» **EXERCISE**:
Write the entries below out again exactly, but skip the pictures.
Segment Start: EXTRACTED ENTRIES
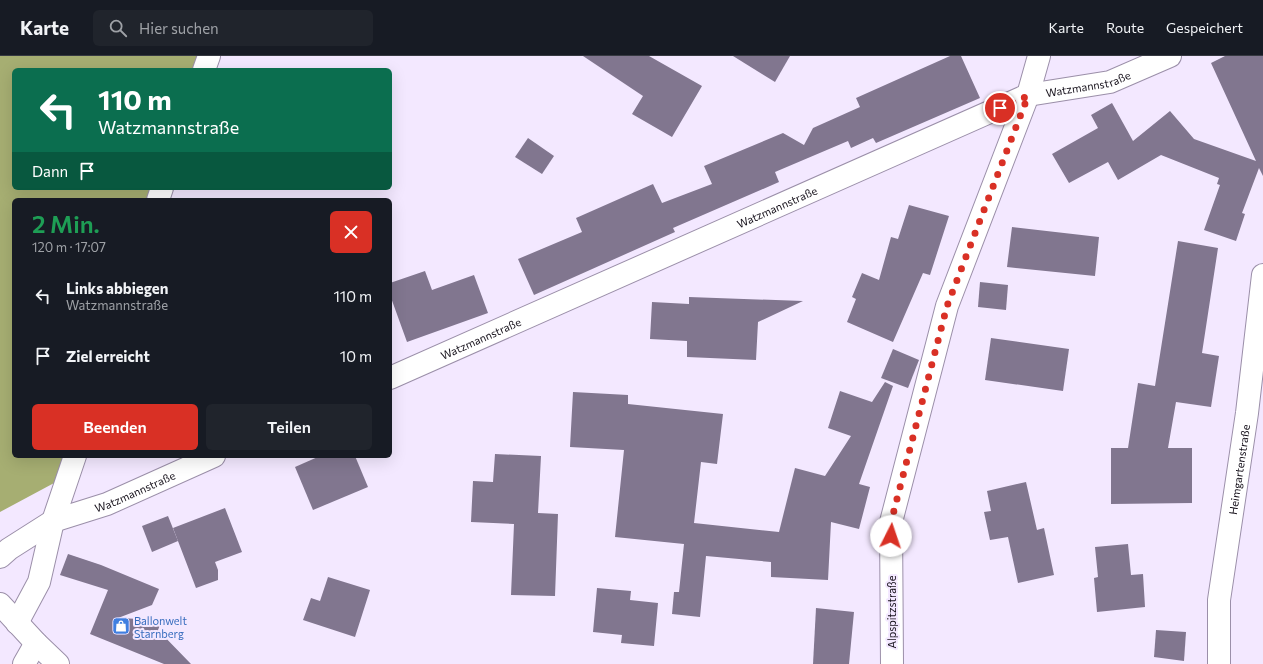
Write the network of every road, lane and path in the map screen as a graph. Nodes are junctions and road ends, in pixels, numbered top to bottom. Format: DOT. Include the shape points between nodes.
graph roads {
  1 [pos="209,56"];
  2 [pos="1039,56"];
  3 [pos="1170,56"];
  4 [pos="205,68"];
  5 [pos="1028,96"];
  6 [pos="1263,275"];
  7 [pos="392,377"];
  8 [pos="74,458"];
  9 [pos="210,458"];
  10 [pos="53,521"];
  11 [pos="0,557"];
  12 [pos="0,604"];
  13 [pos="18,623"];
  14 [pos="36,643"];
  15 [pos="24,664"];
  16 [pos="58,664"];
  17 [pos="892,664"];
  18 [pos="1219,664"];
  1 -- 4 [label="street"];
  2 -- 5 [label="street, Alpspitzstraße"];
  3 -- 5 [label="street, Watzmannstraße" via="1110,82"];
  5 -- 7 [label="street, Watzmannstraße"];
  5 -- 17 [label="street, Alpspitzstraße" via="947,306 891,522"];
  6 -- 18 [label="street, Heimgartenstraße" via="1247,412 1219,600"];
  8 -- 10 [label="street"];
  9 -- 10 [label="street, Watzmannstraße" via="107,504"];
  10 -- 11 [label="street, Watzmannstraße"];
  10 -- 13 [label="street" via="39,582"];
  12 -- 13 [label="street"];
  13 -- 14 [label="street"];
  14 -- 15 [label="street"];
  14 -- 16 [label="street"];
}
Segment End: EXTRACTED ENTRIES
» **EXERCISE RESULT**:
Write the network of every road, lane and path in the map screen as a graph. Nodes are junctions and road ends, in pixels, numbered top to bottom. Format: DOT. Include the shape points between nodes.
graph roads {
  1 [pos="209,56"];
  2 [pos="1039,56"];
  3 [pos="1170,56"];
  4 [pos="205,68"];
  5 [pos="1028,96"];
  6 [pos="1263,275"];
  7 [pos="392,377"];
  8 [pos="74,458"];
  9 [pos="210,458"];
  10 [pos="53,521"];
  11 [pos="0,557"];
  12 [pos="0,604"];
  13 [pos="18,623"];
  14 [pos="36,643"];
  15 [pos="24,664"];
  16 [pos="58,664"];
  17 [pos="892,664"];
  18 [pos="1219,664"];
  1 -- 4 [label="street"];
  2 -- 5 [label="street, Alpspitzstraße"];
  3 -- 5 [label="street, Watzmannstraße" via="1110,82"];
  5 -- 7 [label="street, Watzmannstraße"];
  5 -- 17 [label="street, Alpspitzstraße" via="947,306 891,522"];
  6 -- 18 [label="street, Heimgartenstraße" via="1247,412 1219,600"];
  8 -- 10 [label="street"];
  9 -- 10 [label="street, Watzmannstraße" via="107,504"];
  10 -- 11 [label="street, Watzmannstraße"];
  10 -- 13 [label="street" via="39,582"];
  12 -- 13 [label="street"];
  13 -- 14 [label="street"];
  14 -- 15 [label="street"];
  14 -- 16 [label="street"];
}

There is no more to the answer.